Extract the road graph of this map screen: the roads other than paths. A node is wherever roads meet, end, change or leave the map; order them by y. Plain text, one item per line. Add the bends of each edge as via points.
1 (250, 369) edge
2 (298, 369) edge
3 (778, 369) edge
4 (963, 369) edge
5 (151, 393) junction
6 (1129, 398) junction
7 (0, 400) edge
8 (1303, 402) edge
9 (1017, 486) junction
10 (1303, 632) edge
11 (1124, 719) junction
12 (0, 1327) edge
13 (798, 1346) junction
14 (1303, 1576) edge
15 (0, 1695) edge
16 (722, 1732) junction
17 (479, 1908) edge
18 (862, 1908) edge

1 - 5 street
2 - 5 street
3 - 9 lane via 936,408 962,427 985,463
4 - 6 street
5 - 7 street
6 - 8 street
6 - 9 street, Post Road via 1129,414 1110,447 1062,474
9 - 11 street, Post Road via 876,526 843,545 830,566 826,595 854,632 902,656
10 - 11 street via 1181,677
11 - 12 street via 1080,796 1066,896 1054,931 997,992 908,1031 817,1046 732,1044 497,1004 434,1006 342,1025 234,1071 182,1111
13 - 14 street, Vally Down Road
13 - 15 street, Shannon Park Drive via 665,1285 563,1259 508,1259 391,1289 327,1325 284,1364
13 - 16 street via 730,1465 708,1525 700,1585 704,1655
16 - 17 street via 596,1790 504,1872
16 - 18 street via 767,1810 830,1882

----------------

Please transcribe the full listing exactly, down to the last line.

- _SOLUTION FOR THIS PROBLEM_
Extract the road graph of this map screen: the roads other than paths. A node is wherever roads meet, end, change or leave the map; order them by y. Plain text, one item per line. Add the bends of each edge as via points.
1 (250, 369) edge
2 (298, 369) edge
3 (778, 369) edge
4 (963, 369) edge
5 (151, 393) junction
6 (1129, 398) junction
7 (0, 400) edge
8 (1303, 402) edge
9 (1017, 486) junction
10 (1303, 632) edge
11 (1124, 719) junction
12 (0, 1327) edge
13 (798, 1346) junction
14 (1303, 1576) edge
15 (0, 1695) edge
16 (722, 1732) junction
17 (479, 1908) edge
18 (862, 1908) edge

1 - 5 street
2 - 5 street
3 - 9 lane via 936,408 962,427 985,463
4 - 6 street
5 - 7 street
6 - 8 street
6 - 9 street, Post Road via 1129,414 1110,447 1062,474
9 - 11 street, Post Road via 876,526 843,545 830,566 826,595 854,632 902,656
10 - 11 street via 1181,677
11 - 12 street via 1080,796 1066,896 1054,931 997,992 908,1031 817,1046 732,1044 497,1004 434,1006 342,1025 234,1071 182,1111
13 - 14 street, Vally Down Road
13 - 15 street, Shannon Park Drive via 665,1285 563,1259 508,1259 391,1289 327,1325 284,1364
13 - 16 street via 730,1465 708,1525 700,1585 704,1655
16 - 17 street via 596,1790 504,1872
16 - 18 street via 767,1810 830,1882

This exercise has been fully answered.